- Work instructions:
Where "Carruccio" appears in a line of the entries below, that line should be copied.

----

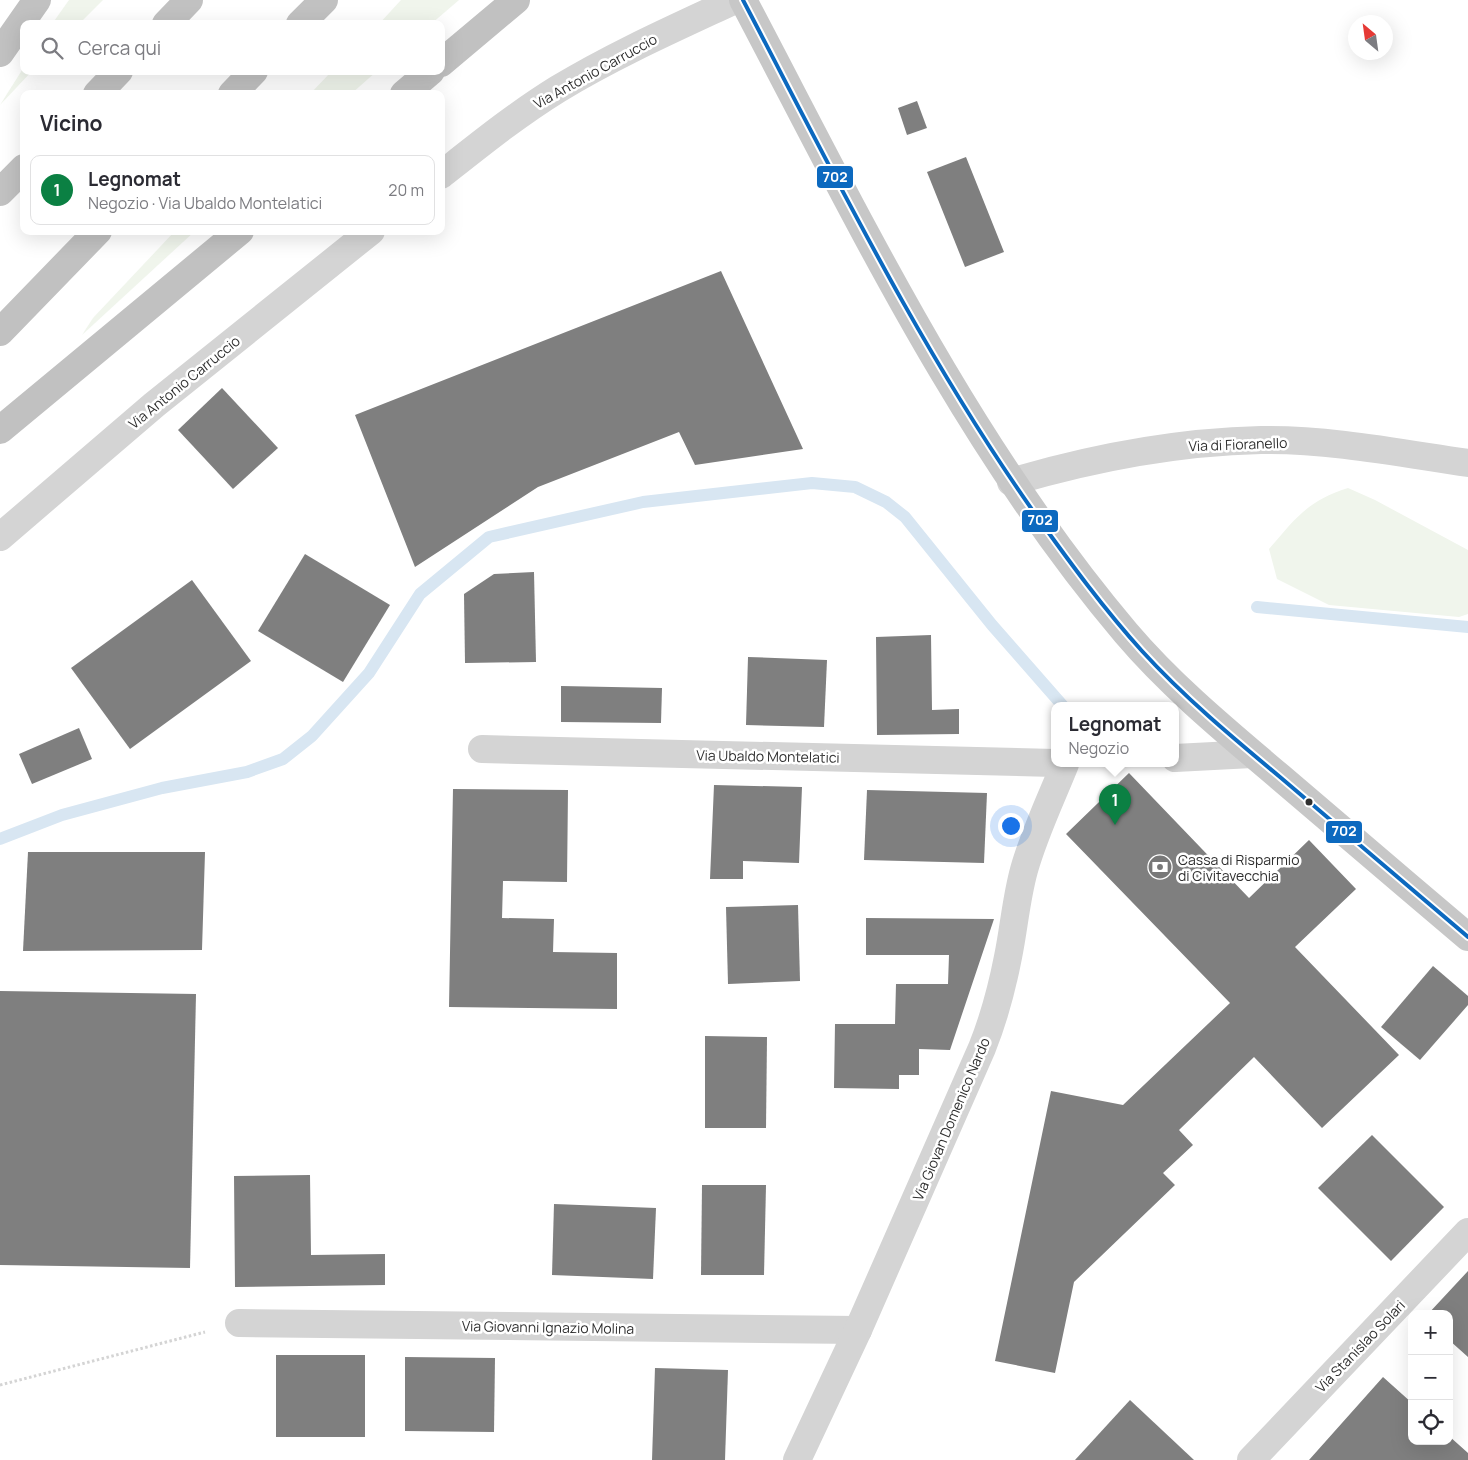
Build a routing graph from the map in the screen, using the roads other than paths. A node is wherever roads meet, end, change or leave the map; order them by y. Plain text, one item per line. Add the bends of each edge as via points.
1 (37, 0) edge
2 (190, 0) edge
3 (324, 0) edge
4 (516, 0) edge
5 (735, 0) edge
6 (743, 0) edge
7 (23, 20) edge
8 (170, 20) edge
9 (304, 20) edge
10 (20, 24) edge
11 (0, 53) edge
12 (445, 60) edge
13 (115, 75) edge
14 (250, 75) edge
15 (426, 75) edge
16 (101, 90) edge
17 (236, 90) edge
18 (409, 90) edge
19 (20, 172) edge
20 (445, 173) edge
21 (0, 192) edge
22 (94, 235) edge
23 (235, 235) edge
24 (367, 235) edge
25 (0, 332) edge
26 (0, 430) edge
27 (1468, 463) edge
28 (1011, 482) junction
29 (0, 537) edge
30 (482, 749) dead end
31 (1252, 754) junction
32 (1179, 758) edge
33 (1051, 763) edge
34 (1064, 767) edge
35 (1468, 937) edge
36 (1468, 1232) edge
37 (239, 1323) road end
38 (858, 1330) junction
39 (797, 1460) edge
40 (1251, 1460) edge

1 - 7 highway
2 - 8 highway
3 - 9 highway
4 - 12 highway
5 - 20 street, Via Antonio Carruccio via 558,89 498,130
6 - 28 main road via 912,321
10 - 11 highway
13 - 16 highway
14 - 17 highway
15 - 18 highway
19 - 21 highway
22 - 25 highway
23 - 26 highway
24 - 29 street, Via Antonio Carruccio via 154,405
27 - 28 street, Via di Fioranello via 1334,444 1261,440 1199,444 1094,460
28 - 31 main road via 1065,557 1128,635 1187,697
30 - 33 street, Via Ubaldo Montelatici
31 - 32 street
31 - 35 main road
34 - 38 street, Via Giovan Domenico Nardo via 1024,870 1014,912 1009,955 990,1027 974,1070
36 - 40 street, Via Stanislao Solari
37 - 38 street, Via Giovanni Ignazio Molina
38 - 39 street, Via Giovan Domenico Nardo

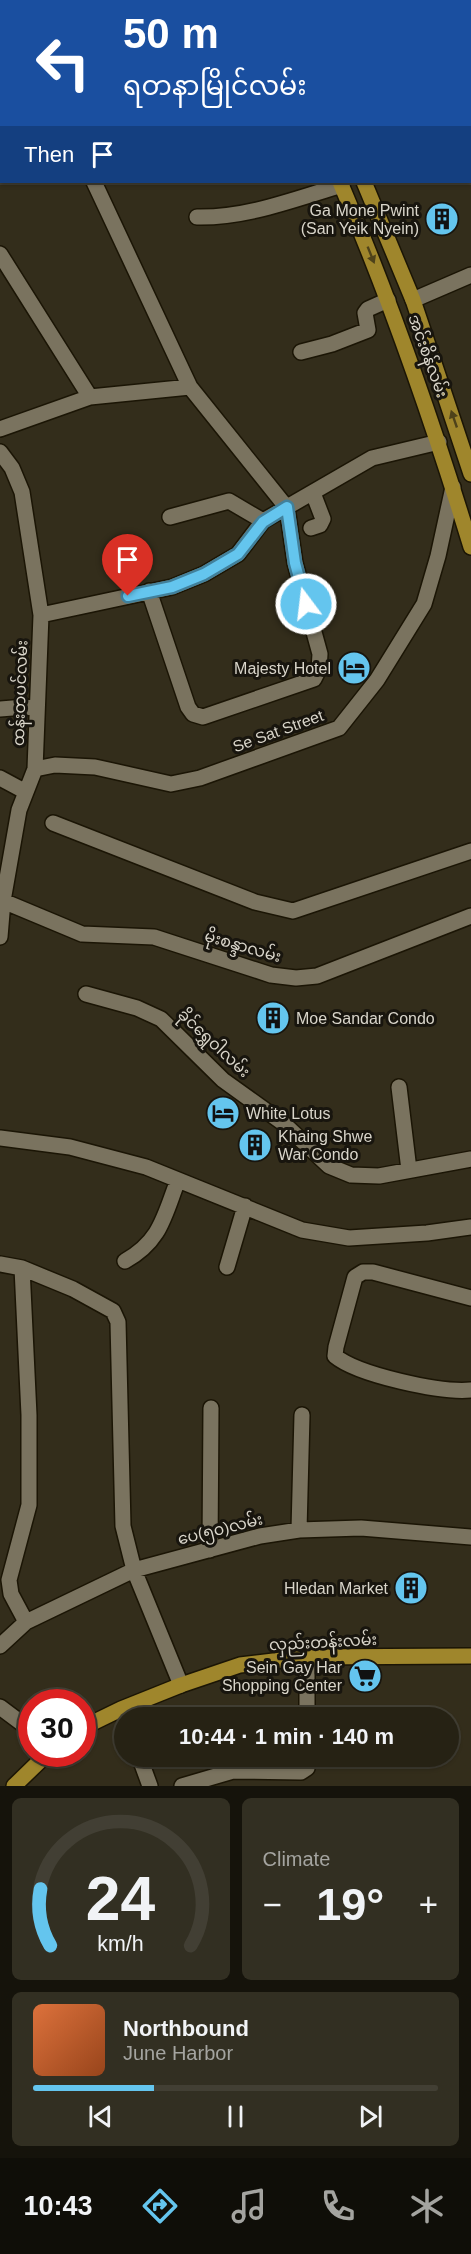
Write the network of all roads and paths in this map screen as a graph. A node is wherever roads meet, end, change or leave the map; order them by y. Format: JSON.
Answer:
{"nodes":[{"id":1,"x":94,"y":183,"type":"edge"},
{"id":2,"x":341,"y":183,"type":"edge"},
{"id":3,"x":364,"y":183,"type":"edge"},
{"id":4,"x":197,"y":217,"type":"dead end"},
{"id":5,"x":0,"y":254,"type":"edge"},
{"id":6,"x":471,"y":276,"type":"edge"},
{"id":7,"x":388,"y":300,"type":"junction"},
{"id":8,"x":413,"y":300,"type":"junction"},
{"id":9,"x":301,"y":352,"type":"dead end"},
{"id":10,"x":190,"y":387,"type":"junction"},
{"id":11,"x":90,"y":397,"type":"junction"},
{"id":12,"x":0,"y":429,"type":"edge"},
{"id":13,"x":439,"y":442,"type":"junction"},
{"id":14,"x":0,"y":452,"type":"edge"},
{"id":15,"x":471,"y":472,"type":"edge"},
{"id":16,"x":453,"y":487,"type":"junction"},
{"id":17,"x":313,"y":492,"type":"junction"},
{"id":18,"x":287,"y":507,"type":"junction"},
{"id":19,"x":170,"y":517,"type":"dead end"},
{"id":20,"x":263,"y":522,"type":"junction"},
{"id":21,"x":311,"y":528,"type":"dead end"},
{"id":22,"x":471,"y":548,"type":"edge"},
{"id":23,"x":149,"y":591,"type":"junction"},
{"id":24,"x":41,"y":615,"type":"junction"},
{"id":25,"x":37,"y":706,"type":"junction"},
{"id":26,"x":0,"y":709,"type":"edge"},
{"id":27,"x":35,"y":769,"type":"junction"},
{"id":28,"x":0,"y":778,"type":"edge"},
{"id":29,"x":26,"y":792,"type":"junction"},
{"id":30,"x":53,"y":823,"type":"dead end"},
{"id":31,"x":471,"y":851,"type":"edge"},
{"id":32,"x":3,"y":901,"type":"junction"},
{"id":33,"x":471,"y":916,"type":"edge"},
{"id":34,"x":0,"y":937,"type":"edge"},
{"id":35,"x":86,"y":994,"type":"dead end"},
{"id":36,"x":399,"y":1087,"type":"dead end"},
{"id":37,"x":0,"y":1138,"type":"edge"},
{"id":38,"x":471,"y":1159,"type":"edge"},
{"id":39,"x":409,"y":1170,"type":"junction"},
{"id":40,"x":178,"y":1180,"type":"junction"},
{"id":41,"x":245,"y":1206,"type":"junction"},
{"id":42,"x":471,"y":1227,"type":"edge"},
{"id":43,"x":125,"y":1262,"type":"dead end"},
{"id":44,"x":0,"y":1264,"type":"edge"},
{"id":45,"x":227,"y":1267,"type":"dead end"},
{"id":46,"x":22,"y":1268,"type":"junction"},
{"id":47,"x":471,"y":1298,"type":"edge"},
{"id":48,"x":471,"y":1390,"type":"edge"},
{"id":49,"x":211,"y":1408,"type":"dead end"},
{"id":50,"x":302,"y":1415,"type":"dead end"},
{"id":51,"x":299,"y":1530,"type":"junction"},
{"id":52,"x":471,"y":1537,"type":"edge"},
{"id":53,"x":210,"y":1550,"type":"junction"},
{"id":54,"x":134,"y":1570,"type":"junction"},
{"id":55,"x":26,"y":1622,"type":"junction"},
{"id":56,"x":0,"y":1646,"type":"edge"},
{"id":57,"x":471,"y":1656,"type":"edge"},
{"id":58,"x":307,"y":1657,"type":"junction"},
{"id":59,"x":181,"y":1685,"type":"junction"},
{"id":60,"x":0,"y":1707,"type":"edge"},
{"id":61,"x":135,"y":1707,"type":"edge"},
{"id":62,"x":307,"y":1707,"type":"edge"},
{"id":63,"x":114,"y":1716,"type":"edge"},
{"id":64,"x":18,"y":1720,"type":"edge"},
{"id":65,"x":96,"y":1723,"type":"edge"},
{"id":66,"x":34,"y":1767,"type":"edge"},
{"id":67,"x":143,"y":1767,"type":"edge"},
{"id":68,"x":274,"y":1767,"type":"edge"},
{"id":69,"x":14,"y":1786,"type":"edge"},
{"id":70,"x":150,"y":1786,"type":"edge"},
{"id":71,"x":182,"y":1786,"type":"edge"}],
"edges":[{"from":1,"to":10,"type":"street"},
{"from":2,"to":4,"type":"street"},
{"from":2,"to":7,"type":"main road","name":"အင်းစိန်လမ်း","one_way":true},
{"from":3,"to":8,"type":"main road","name":"အင်းစိန်လမ်း"},
{"from":5,"to":11,"type":"street"},
{"from":6,"to":8,"type":"street"},
{"from":7,"to":9,"type":"street"},
{"from":7,"to":13,"type":"main road","name":"အင်းစိန်လမ်း"},
{"from":15,"to":8,"type":"main road","name":"အင်းစိန်လမ်း","one_way":true},
{"from":10,"to":11,"type":"street"},
{"from":10,"to":18,"type":"street"},
{"from":11,"to":12,"type":"street"},
{"from":13,"to":16,"type":"main road","name":"အင်းစိန်လမ်း"},
{"from":13,"to":17,"type":"street"},
{"from":14,"to":24,"type":"street","name":"ထန်းတပင်လမ်း"},
{"from":16,"to":22,"type":"main road","name":"အင်းစိန်လမ်း"},
{"from":16,"to":27,"type":"street","name":"Se Sat Street"},
{"from":17,"to":18,"type":"street"},
{"from":17,"to":21,"type":"street"},
{"from":18,"to":20,"type":"street"},
{"from":18,"to":23,"type":"street"},
{"from":19,"to":20,"type":"street"},
{"from":20,"to":23,"type":"street"},
{"from":23,"to":24,"type":"street"},
{"from":24,"to":25,"type":"street","name":"ထန်းတပင်လမ်း"},
{"from":25,"to":26,"type":"street"},
{"from":25,"to":27,"type":"street","name":"ထန်းတပင်လမ်း"},
{"from":27,"to":29,"type":"street","name":"ထန်းတပင်လမ်း"},
{"from":28,"to":29,"type":"street"},
{"from":29,"to":32,"type":"street","name":"ထန်းတပင်လမ်း"},
{"from":30,"to":31,"type":"street"},
{"from":32,"to":33,"type":"street","name":"မိုးစန္ဒာလမ်း"},
{"from":32,"to":34,"type":"street","name":"ထန်းတပင်လမ်း"},
{"from":35,"to":39,"type":"street","name":"ခိုင်ရွှေဝါလမ်း"},
{"from":36,"to":39,"type":"street"},
{"from":37,"to":40,"type":"street"},
{"from":38,"to":39,"type":"street","name":"ခိုင်ရွှေဝါလမ်း"},
{"from":40,"to":41,"type":"street"},
{"from":40,"to":43,"type":"street"},
{"from":41,"to":42,"type":"street"},
{"from":41,"to":45,"type":"street"},
{"from":44,"to":46,"type":"street"},
{"from":46,"to":54,"type":"street"},
{"from":46,"to":55,"type":"street"},
{"from":47,"to":48,"type":"street"},
{"from":49,"to":53,"type":"street"},
{"from":50,"to":51,"type":"street"},
{"from":51,"to":52,"type":"street","name":"ပေ(၅၀)လမ်း"},
{"from":51,"to":53,"type":"street","name":"ပေ(၅၀)လမ်း"},
{"from":53,"to":54,"type":"street","name":"ပေ(၅၀)လမ်း"},
{"from":54,"to":55,"type":"street","name":"ပေ(၅၀)လမ်း"},
{"from":54,"to":59,"type":"street"},
{"from":55,"to":56,"type":"street","name":"ပေ(၅၀)လမ်း"},
{"from":57,"to":58,"type":"main road","name":"လှည်းတန်းလမ်း"},
{"from":58,"to":59,"type":"main road","name":"လှည်းတန်းလမ်း"},
{"from":58,"to":62,"type":"street"},
{"from":59,"to":61,"type":"main road","name":"လှည်းတန်းလမ်း"},
{"from":60,"to":64,"type":"street"},
{"from":63,"to":65,"type":"main road","name":"လှည်းတန်းလမ်း"},
{"from":66,"to":69,"type":"main road"},
{"from":67,"to":70,"type":"street"},
{"from":68,"to":71,"type":"street"}]}
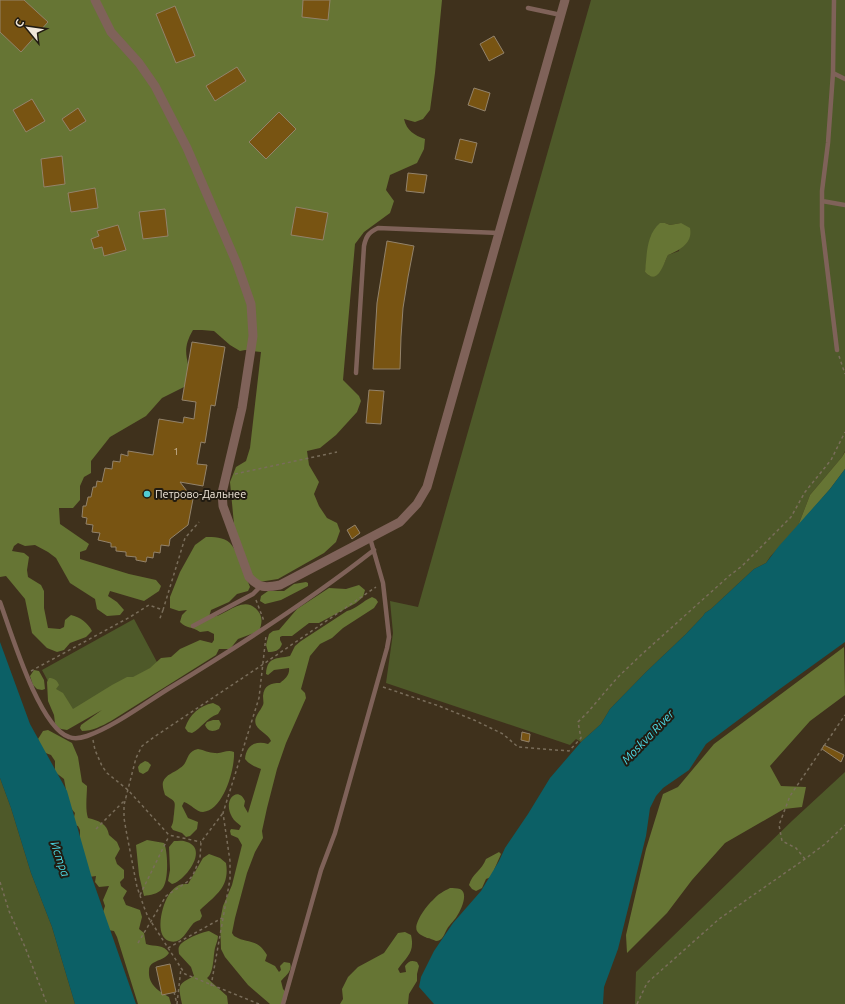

----

- Solution for this problem:
5 - 20 street, Via Antonio Carruccio via 558,89 498,130
24 - 29 street, Via Antonio Carruccio via 154,405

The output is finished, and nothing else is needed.